# What you will do
Output all entries below exactly as they are given.

# Source data
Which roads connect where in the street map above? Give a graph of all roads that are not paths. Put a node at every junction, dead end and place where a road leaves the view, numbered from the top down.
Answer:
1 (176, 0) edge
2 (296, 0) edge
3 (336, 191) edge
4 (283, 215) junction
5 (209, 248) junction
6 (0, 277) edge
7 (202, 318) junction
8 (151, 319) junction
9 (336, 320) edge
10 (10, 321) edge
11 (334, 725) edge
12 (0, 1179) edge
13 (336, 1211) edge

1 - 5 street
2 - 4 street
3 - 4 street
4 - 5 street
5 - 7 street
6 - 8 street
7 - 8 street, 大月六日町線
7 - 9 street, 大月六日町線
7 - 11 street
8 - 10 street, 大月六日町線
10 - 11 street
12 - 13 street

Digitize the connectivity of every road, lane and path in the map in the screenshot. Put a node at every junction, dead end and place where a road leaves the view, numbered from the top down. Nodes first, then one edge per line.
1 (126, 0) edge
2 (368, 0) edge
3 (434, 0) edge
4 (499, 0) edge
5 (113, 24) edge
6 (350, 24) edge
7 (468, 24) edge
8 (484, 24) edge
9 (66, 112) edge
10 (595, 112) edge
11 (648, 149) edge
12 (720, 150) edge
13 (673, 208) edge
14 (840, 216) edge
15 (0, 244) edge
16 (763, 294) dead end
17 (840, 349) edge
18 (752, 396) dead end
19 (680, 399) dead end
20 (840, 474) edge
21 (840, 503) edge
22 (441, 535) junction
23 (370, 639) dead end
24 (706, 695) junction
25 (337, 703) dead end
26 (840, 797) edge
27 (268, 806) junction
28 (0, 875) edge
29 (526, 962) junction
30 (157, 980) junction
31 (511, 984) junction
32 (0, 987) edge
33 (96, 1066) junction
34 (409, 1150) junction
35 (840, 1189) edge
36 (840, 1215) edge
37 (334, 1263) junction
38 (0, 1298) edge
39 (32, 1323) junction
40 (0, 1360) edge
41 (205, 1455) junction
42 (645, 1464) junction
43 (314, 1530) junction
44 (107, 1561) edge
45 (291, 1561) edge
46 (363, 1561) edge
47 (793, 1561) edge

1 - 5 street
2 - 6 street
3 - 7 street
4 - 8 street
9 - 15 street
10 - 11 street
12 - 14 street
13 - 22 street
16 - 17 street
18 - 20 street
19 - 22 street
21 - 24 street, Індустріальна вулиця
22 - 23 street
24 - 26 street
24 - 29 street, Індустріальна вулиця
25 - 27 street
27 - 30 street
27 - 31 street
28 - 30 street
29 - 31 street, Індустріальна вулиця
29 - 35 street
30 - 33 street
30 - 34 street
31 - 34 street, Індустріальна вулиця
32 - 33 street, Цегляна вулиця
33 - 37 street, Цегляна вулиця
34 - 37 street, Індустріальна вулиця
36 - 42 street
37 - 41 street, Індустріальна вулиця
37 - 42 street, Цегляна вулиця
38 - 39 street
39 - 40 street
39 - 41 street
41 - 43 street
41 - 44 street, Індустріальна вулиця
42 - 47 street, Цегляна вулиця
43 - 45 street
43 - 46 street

# Output
Which roads connect where in the street map above? Give a graph of all roads that are not paths. Put a node at every junction, dead end and place where a road leaves the view, numbered from the top down.
Answer:
1 (176, 0) edge
2 (296, 0) edge
3 (336, 191) edge
4 (283, 215) junction
5 (209, 248) junction
6 (0, 277) edge
7 (202, 318) junction
8 (151, 319) junction
9 (336, 320) edge
10 (10, 321) edge
11 (334, 725) edge
12 (0, 1179) edge
13 (336, 1211) edge

1 - 5 street
2 - 4 street
3 - 4 street
4 - 5 street
5 - 7 street
6 - 8 street
7 - 8 street, 大月六日町線
7 - 9 street, 大月六日町線
7 - 11 street
8 - 10 street, 大月六日町線
10 - 11 street
12 - 13 street

Digitize the connectivity of every road, lane and path in the map in the screenshot. Put a node at every junction, dead end and place where a road leaves the view, numbered from the top down. Nodes first, then one edge per line.
1 (126, 0) edge
2 (368, 0) edge
3 (434, 0) edge
4 (499, 0) edge
5 (113, 24) edge
6 (350, 24) edge
7 (468, 24) edge
8 (484, 24) edge
9 (66, 112) edge
10 (595, 112) edge
11 (648, 149) edge
12 (720, 150) edge
13 (673, 208) edge
14 (840, 216) edge
15 (0, 244) edge
16 (763, 294) dead end
17 (840, 349) edge
18 (752, 396) dead end
19 (680, 399) dead end
20 (840, 474) edge
21 (840, 503) edge
22 (441, 535) junction
23 (370, 639) dead end
24 (706, 695) junction
25 (337, 703) dead end
26 (840, 797) edge
27 (268, 806) junction
28 (0, 875) edge
29 (526, 962) junction
30 (157, 980) junction
31 (511, 984) junction
32 (0, 987) edge
33 (96, 1066) junction
34 (409, 1150) junction
35 (840, 1189) edge
36 (840, 1215) edge
37 (334, 1263) junction
38 (0, 1298) edge
39 (32, 1323) junction
40 (0, 1360) edge
41 (205, 1455) junction
42 (645, 1464) junction
43 (314, 1530) junction
44 (107, 1561) edge
45 (291, 1561) edge
46 (363, 1561) edge
47 (793, 1561) edge

1 - 5 street
2 - 6 street
3 - 7 street
4 - 8 street
9 - 15 street
10 - 11 street
12 - 14 street
13 - 22 street
16 - 17 street
18 - 20 street
19 - 22 street
21 - 24 street, Індустріальна вулиця
22 - 23 street
24 - 26 street
24 - 29 street, Індустріальна вулиця
25 - 27 street
27 - 30 street
27 - 31 street
28 - 30 street
29 - 31 street, Індустріальна вулиця
29 - 35 street
30 - 33 street
30 - 34 street
31 - 34 street, Індустріальна вулиця
32 - 33 street, Цегляна вулиця
33 - 37 street, Цегляна вулиця
34 - 37 street, Індустріальна вулиця
36 - 42 street
37 - 41 street, Індустріальна вулиця
37 - 42 street, Цегляна вулиця
38 - 39 street
39 - 40 street
39 - 41 street
41 - 43 street
41 - 44 street, Індустріальна вулиця
42 - 47 street, Цегляна вулиця
43 - 45 street
43 - 46 street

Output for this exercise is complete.